The 2020 Menards.com 200 Presented by SPxE was the ninth stock car race of the 2020 ARCA Menards Series, the fourth race of the 2020 Sioux Chief Showdown, and the first of two back-to-back races of the weekend. The race was held on Friday, July 31, 2020, in Toledo, Ohio, at Toledo Speedway, a 0.5 miles (0.80 km) permanent oval-shaped racetrack. The race took the scheduled 200 laps to complete. At race's end, Sam Mayer of GMS Racing would dominate the late stages of the race to win his first career ARCA Menards Series win and his first win of the season. To fill out the podium, Ty Gibbs of Joe Gibbs Racing and Taylor Gray of DGR-Crosley would finish second and third, respectively.

== Background ==
Toledo Speedway opened in 1960 and was paved in 1964. In 1978 it was sold to Thomas "Sonny" Adams Sr. The speedway was reacquired by ARCA in 1999. The track also features the weekly racing divisions of sportsman on the half-mile and Figure 8, factory stock, and four cylinders on a quarter-mile track inside the big track. They also have a series of races with outlaw-bodied late models that includes four 100-lap races and ends with Glass City 200. The track hosts the “Fastest short track show in the world” which features winged sprints and winged Super Modifieds on the half mile. Toledo also used to host a 200-lap late model race until its sale to ARCA in 1999.
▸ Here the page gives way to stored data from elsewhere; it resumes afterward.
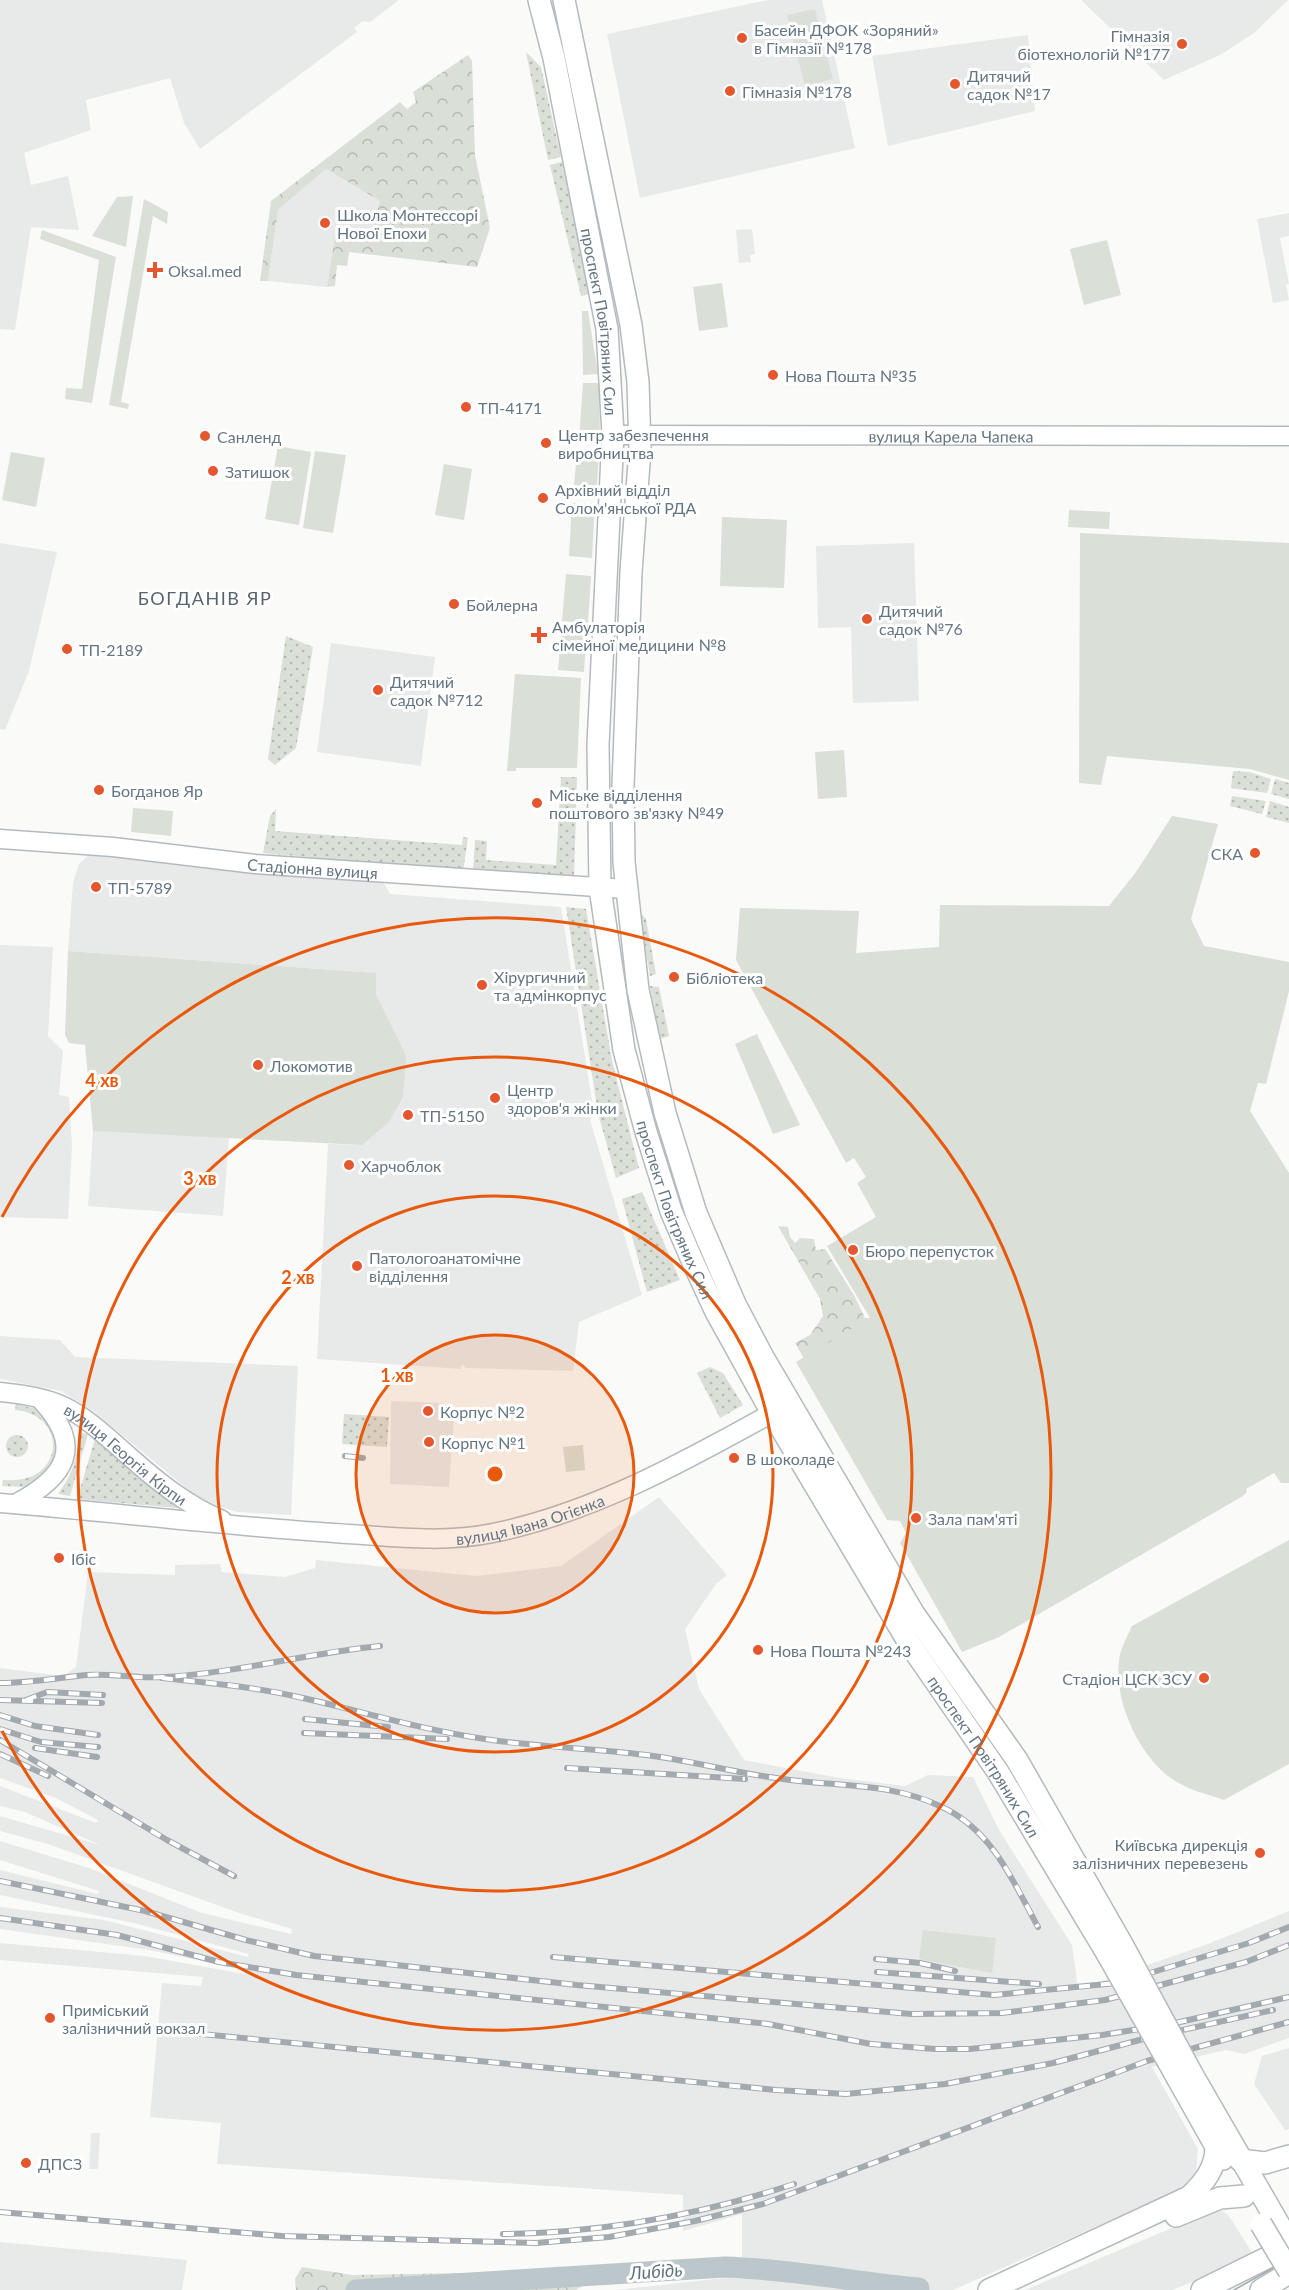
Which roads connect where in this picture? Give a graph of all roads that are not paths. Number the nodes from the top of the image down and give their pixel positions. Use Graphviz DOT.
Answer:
graph roads {
  1 [pos="539,0"];
  2 [pos="564,0"];
  3 [pos="613,435"];
  4 [pos="640,435"];
  5 [pos="1289,436"];
  6 [pos="0,840"];
  7 [pos="600,888"];
  8 [pos="626,889"];
  9 [pos="0,1392"];
  10 [pos="40,1399"];
  11 [pos="780,1408"];
  12 [pos="8,1503"];
  13 [pos="246,1528"];
  14 [pos="1185,2076"];
  15 [pos="1216,2147"];
  16 [pos="1289,2156"];
  17 [pos="1240,2160"];
  18 [pos="1244,2196"];
  19 [pos="1267,2221"];
  20 [pos="1287,2246"];
  21 [pos="1289,2272"];
  22 [pos="989,2290"];
  23 [pos="1011,2290"];
  24 [pos="1202,2290"];
  25 [pos="1261,2290"];
  1 -- 3 [label="main road, проспект Повітряних Сил"];
  2 -- 4 [label="main road, проспект Повітряних Сил"];
  3 -- 4 [label="street, вулиця Карела Чапека"];
  3 -- 7 [label="main road, проспект Повітряних Сил"];
  4 -- 5 [label="street, вулиця Карела Чапека"];
  4 -- 8 [label="main road, проспект Повітряних Сил"];
  6 -- 7 [label="street, Стадіонна вулиця"];
  7 -- 8 [label="street, Стадіонна вулиця"];
  7 -- 11 [label="main road, проспект Повітряних Сил"];
  8 -- 11 [label="main road, проспект Повітряних Сил"];
  9 -- 10 [label="street, вулиця Георгія Кірпи"];
  10 -- 12 [label="street"];
  10 -- 13 [label="street, вулиця Георгія Кірпи"];
  11 -- 13 [label="street, вулиця Івана Огієнка"];
  11 -- 14 [label="main road, проспект Повітряних Сил, bridge"];
  12 -- 13 [label="street"];
  14 -- 15 [label="main road, проспект Повітряних Сил"];
  14 -- 17 [label="main road, проспект Повітряних Сил"];
  15 -- 18 [label="main road, проспект Повітряних Сил"];
  15 -- 22 [label="main road"];
  16 -- 17 [label="main road"];
  17 -- 19 [label="main road, проспект Повітряних Сил"];
  18 -- 19 [label="main road, проспект Повітряних Сил"];
  18 -- 23 [label="main road"];
  19 -- 20 [label="main road, проспект Повітряних Сил"];
  19 -- 21 [label="main road, проспект Повітряних Сил, bridge"];
  20 -- 24 [label="main road"];
  21 -- 25 [label="main road"];
}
Toledo is known for the foam blocks that line the race track, different than the concrete walls that line many short tracks throughout America. The crumbling walls can make track cleanup a tedious task for workers.

=== Entry list ===

| # | Driver | Team | Make | Sponsor |
| 4 | Hailie Deegan | DGR-Crosley | Ford | Monster Energy |
| 06 | Tim Richmond | Wayne Peterson Racing | Toyota | Wayne Peterson Racing |
| 10 | Mike Basham | Fast Track Racing | Toyota | Fast Track Racing |
| 11 | Owen Smith | Fast Track Racing | Chevrolet | Fast Track Racing |
| 12 | Rick Clifton | Fast Track Racing | Toyota | Ashville Propane |
| 15 | Drew Dollar | Venturini Motorsports | Toyota | Sunbelt Rentals |
| 17 | Taylor Gray | DGR-Crosley | Ford | Ford Performance |
| 18 | Ty Gibbs | Joe Gibbs Racing | Toyota | Monster Energy |
| 20 | Chandler Smith | Venturini Motorsports | Toyota | JBL |
| 21 | Sam Mayer | GMS Racing | Chevrolet | Why Not You Foundation |
| 22 | Derek Griffith | Chad Bryant Racing | Ford | Original Gourmet Lollipops |
| 23 | Bret Holmes | Bret Holmes Racing | Chevrolet | Holmes II Excavating |
| 25 | Michael Self | Venturini Motorsports | Toyota | Sinclair |
| 46 | Thad Moffitt | DGR-Crosley | Ford | Performance Plus Motor Oil Richard Petty Signature Series |
| 48 | Brad Smith | Brad Smith Motorsports | Chevrolet | Home Building Solutions, NASCAR Low Teams |
| 74 | Giovanni Bromante | Visconti Motorsports | Chevrolet | Bromante Landscape and Design, Sandler Capital Management |
Official entry list

== Practice ==
The only 45-minute practice session was held on Friday, July 31. Sam Mayer of GMS Racing would set the fastest time in the session, with a lap of 16.181 and an average speed of 111.242 mph.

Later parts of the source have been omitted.